Merrill Lynch & Co. Inc. and Bear Stearns Cos. Inc. Announce Restructurings

Standard & Poor’s reported that Merrill Lynch & Co. Inc. (rated AA-/Negative/A-1+) and Bear Stearns Cos. Inc. (rated A/Negative/A-1)have separately announced major restructurings in which both firms are accelerating the pace of cost saving initiatives and layoffs that had begun earlier this year. These actions indicate that the senior management of these companies are pessimistic about the near-term outlook for the domestic securities industry. In particular, the weakness in U.S. equity origination and merger and acquisitions activities shows no signs of a pickup any time soon. As a result, it can be expected that the investment banking divisions at these two companies, and at other Wall Street firms as well, are primary targets for headcount reductions. The dismal revenue outlook and the need for more expense cuts reinforce the negative ratings outlooks on Bear Stearns and Merrill Lynch.
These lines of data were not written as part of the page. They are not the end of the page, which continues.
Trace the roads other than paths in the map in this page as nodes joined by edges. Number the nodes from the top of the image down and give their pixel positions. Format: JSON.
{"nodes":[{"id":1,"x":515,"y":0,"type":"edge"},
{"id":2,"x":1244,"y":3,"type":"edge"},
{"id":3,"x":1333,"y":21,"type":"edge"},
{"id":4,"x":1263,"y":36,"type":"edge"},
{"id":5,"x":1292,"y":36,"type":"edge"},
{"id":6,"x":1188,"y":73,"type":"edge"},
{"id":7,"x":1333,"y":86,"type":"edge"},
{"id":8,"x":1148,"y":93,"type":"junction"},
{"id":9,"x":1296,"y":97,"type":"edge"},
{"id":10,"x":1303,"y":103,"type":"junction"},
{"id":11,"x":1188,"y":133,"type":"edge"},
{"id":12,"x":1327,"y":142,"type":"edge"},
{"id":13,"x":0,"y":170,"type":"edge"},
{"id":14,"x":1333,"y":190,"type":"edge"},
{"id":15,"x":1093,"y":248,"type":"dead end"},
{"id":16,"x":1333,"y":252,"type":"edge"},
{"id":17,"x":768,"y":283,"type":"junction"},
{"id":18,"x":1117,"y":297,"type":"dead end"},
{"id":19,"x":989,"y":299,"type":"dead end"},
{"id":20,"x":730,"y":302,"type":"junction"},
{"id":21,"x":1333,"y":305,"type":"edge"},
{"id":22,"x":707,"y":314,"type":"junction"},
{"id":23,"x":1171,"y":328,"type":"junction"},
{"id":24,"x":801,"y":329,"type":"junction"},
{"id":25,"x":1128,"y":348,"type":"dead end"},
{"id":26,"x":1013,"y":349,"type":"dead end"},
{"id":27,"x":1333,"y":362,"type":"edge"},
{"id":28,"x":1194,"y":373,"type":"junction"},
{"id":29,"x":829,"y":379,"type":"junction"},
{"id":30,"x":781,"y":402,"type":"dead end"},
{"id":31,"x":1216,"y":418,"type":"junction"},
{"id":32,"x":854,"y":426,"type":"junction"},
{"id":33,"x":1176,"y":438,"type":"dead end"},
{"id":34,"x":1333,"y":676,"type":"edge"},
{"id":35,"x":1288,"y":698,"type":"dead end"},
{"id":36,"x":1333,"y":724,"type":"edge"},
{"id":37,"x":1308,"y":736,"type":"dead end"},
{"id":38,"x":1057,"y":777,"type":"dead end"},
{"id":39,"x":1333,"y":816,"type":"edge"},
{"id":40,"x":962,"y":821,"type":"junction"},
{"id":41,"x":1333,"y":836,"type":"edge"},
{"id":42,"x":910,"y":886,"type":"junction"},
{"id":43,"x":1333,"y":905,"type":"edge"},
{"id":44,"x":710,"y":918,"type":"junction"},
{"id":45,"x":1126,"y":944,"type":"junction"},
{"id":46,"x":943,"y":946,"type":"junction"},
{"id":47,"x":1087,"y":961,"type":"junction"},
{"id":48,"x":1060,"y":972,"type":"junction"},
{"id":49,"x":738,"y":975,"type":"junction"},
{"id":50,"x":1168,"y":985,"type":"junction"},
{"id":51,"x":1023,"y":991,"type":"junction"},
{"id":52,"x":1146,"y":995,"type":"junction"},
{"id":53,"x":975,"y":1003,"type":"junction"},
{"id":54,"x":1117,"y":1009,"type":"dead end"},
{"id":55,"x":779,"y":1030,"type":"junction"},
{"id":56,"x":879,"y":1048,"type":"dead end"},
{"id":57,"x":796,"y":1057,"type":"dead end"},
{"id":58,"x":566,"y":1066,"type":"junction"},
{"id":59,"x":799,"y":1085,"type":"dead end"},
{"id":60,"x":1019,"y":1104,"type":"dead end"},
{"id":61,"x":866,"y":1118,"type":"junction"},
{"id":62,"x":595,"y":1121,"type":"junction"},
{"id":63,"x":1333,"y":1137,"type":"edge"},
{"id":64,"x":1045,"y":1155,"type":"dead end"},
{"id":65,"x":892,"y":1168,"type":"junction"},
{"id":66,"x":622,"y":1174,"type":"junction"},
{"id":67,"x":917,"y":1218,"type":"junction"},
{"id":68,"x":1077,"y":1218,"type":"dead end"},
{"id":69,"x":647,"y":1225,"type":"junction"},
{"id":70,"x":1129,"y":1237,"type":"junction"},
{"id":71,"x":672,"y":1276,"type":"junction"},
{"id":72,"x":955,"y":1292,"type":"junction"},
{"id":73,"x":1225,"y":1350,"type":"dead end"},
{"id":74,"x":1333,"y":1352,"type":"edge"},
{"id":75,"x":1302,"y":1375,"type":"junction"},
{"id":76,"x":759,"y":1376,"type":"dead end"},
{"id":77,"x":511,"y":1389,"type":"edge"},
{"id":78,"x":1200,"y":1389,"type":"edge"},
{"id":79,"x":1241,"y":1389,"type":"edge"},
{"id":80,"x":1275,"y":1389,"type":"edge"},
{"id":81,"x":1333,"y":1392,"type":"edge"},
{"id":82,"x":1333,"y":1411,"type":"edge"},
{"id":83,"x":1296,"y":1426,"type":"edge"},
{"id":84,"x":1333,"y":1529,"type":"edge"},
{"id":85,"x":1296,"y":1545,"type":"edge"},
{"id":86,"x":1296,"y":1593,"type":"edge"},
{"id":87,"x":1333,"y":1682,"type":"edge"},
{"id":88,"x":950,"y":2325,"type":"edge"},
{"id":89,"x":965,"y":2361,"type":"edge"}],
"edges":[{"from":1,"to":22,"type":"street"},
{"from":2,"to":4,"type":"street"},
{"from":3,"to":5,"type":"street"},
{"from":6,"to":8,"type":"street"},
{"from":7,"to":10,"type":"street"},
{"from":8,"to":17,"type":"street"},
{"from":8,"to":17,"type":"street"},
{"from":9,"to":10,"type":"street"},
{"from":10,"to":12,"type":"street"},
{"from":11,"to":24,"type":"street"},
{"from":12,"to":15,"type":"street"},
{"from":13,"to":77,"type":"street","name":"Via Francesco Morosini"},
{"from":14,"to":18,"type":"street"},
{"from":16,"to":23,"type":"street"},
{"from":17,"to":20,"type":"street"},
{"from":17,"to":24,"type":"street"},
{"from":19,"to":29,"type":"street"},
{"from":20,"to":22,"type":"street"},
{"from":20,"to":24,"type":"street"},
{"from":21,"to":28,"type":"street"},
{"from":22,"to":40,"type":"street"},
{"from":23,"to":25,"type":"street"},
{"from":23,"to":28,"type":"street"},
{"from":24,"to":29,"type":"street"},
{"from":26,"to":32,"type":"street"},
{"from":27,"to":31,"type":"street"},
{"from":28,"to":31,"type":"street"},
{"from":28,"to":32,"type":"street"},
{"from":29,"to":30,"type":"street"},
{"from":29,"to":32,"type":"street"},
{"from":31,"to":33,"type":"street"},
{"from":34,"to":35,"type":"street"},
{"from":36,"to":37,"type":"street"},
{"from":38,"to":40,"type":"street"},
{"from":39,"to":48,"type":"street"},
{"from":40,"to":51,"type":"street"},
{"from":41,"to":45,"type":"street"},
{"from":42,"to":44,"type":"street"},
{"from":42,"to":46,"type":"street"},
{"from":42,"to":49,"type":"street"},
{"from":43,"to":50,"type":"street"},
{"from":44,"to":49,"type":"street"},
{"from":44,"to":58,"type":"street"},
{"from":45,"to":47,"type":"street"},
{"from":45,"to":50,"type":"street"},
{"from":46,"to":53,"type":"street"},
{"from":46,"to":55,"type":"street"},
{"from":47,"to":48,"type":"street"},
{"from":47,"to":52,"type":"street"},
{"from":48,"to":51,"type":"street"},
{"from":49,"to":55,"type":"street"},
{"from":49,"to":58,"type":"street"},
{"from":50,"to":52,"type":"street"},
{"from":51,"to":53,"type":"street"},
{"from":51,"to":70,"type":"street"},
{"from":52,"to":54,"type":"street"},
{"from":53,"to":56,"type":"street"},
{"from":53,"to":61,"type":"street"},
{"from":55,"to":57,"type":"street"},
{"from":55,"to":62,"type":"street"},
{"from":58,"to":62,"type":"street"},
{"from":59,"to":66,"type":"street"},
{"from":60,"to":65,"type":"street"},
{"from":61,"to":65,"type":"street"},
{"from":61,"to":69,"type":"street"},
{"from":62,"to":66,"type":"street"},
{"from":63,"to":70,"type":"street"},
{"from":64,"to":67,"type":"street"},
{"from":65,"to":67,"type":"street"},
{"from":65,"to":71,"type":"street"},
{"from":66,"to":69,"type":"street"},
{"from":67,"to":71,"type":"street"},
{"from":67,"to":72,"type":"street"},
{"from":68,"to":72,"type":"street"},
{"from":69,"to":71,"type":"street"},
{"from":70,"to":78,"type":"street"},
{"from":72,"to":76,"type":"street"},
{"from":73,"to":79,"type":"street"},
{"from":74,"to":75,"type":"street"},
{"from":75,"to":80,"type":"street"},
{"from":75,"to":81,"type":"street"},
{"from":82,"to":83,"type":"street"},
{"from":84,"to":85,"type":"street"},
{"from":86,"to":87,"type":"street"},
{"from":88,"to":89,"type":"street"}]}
In the case of Bear Stearns, the company is eliminating about 7.5% of its workforce, both front-line and back-office personnel. Merrill Lynch’s newly formed new senior management team is currently reviewing all of its businesses, a process which will continue through the end of the year. The extent of any expense cuts has not yet been determined, but Merrill Lynch’s money-losing Japanese private client business and its joint venture with HSBC are particularly vulnerable.